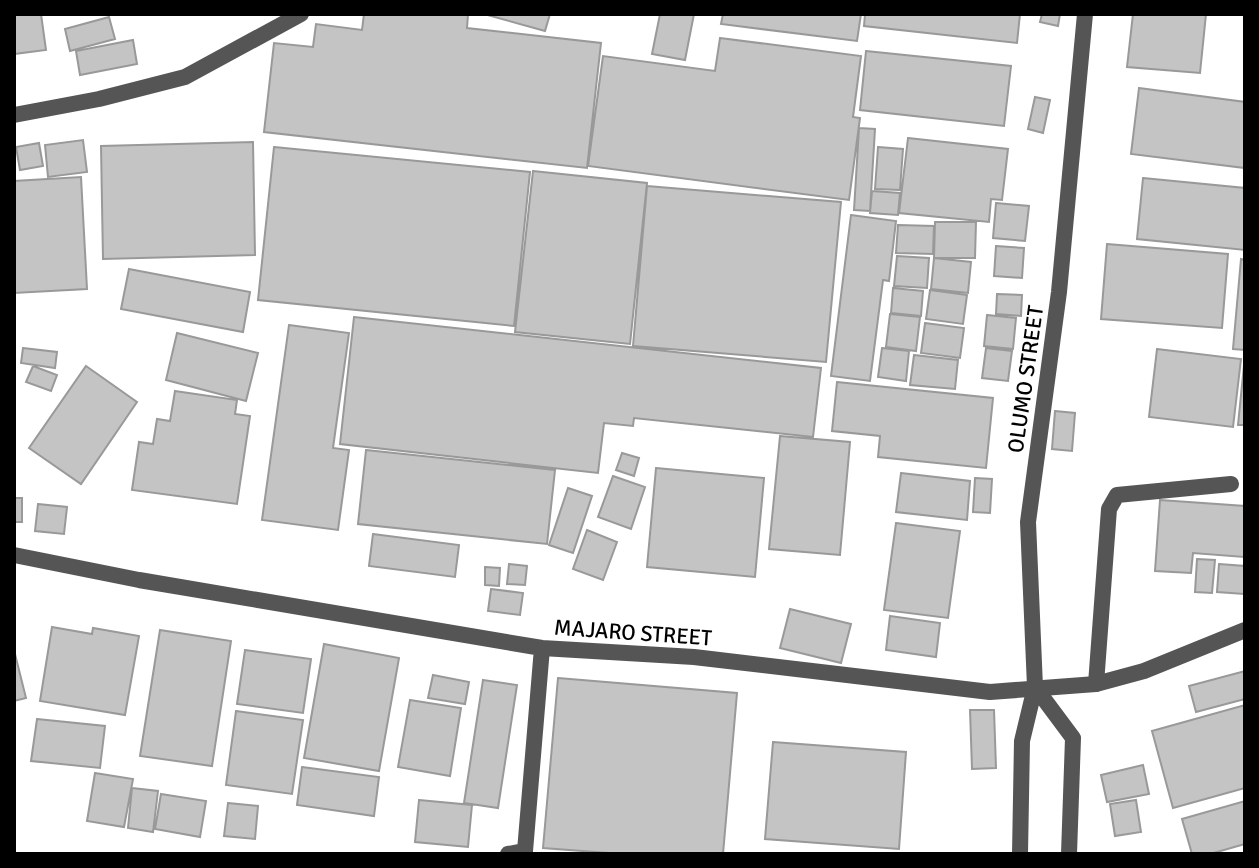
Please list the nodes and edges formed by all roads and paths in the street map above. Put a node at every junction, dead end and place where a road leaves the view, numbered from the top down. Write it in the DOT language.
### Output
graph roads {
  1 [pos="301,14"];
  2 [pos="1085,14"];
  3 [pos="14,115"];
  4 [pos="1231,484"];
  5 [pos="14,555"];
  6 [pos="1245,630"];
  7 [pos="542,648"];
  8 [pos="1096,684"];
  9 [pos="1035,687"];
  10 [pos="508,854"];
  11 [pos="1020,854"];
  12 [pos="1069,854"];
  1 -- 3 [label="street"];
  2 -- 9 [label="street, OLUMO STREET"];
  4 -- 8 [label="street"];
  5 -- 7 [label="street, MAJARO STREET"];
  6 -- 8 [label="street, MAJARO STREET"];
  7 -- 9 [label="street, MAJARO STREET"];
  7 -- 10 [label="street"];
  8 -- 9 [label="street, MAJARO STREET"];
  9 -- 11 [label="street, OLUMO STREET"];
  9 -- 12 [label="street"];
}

..............................

_WHAT YOU NEED TO DO_
Each record should be written out exactly, and each image should be omitted.

_SOLUTION TO THIS TASK_
Please list the nodes and edges formed by all roads and paths in the street map above. Put a node at every junction, dead end and place where a road leaves the view, numbered from the top down. Write it in the DOT language.
### Output
graph roads {
  1 [pos="301,14"];
  2 [pos="1085,14"];
  3 [pos="14,115"];
  4 [pos="1231,484"];
  5 [pos="14,555"];
  6 [pos="1245,630"];
  7 [pos="542,648"];
  8 [pos="1096,684"];
  9 [pos="1035,687"];
  10 [pos="508,854"];
  11 [pos="1020,854"];
  12 [pos="1069,854"];
  1 -- 3 [label="street"];
  2 -- 9 [label="street, OLUMO STREET"];
  4 -- 8 [label="street"];
  5 -- 7 [label="street, MAJARO STREET"];
  6 -- 8 [label="street, MAJARO STREET"];
  7 -- 9 [label="street, MAJARO STREET"];
  7 -- 10 [label="street"];
  8 -- 9 [label="street, MAJARO STREET"];
  9 -- 11 [label="street, OLUMO STREET"];
  9 -- 12 [label="street"];
}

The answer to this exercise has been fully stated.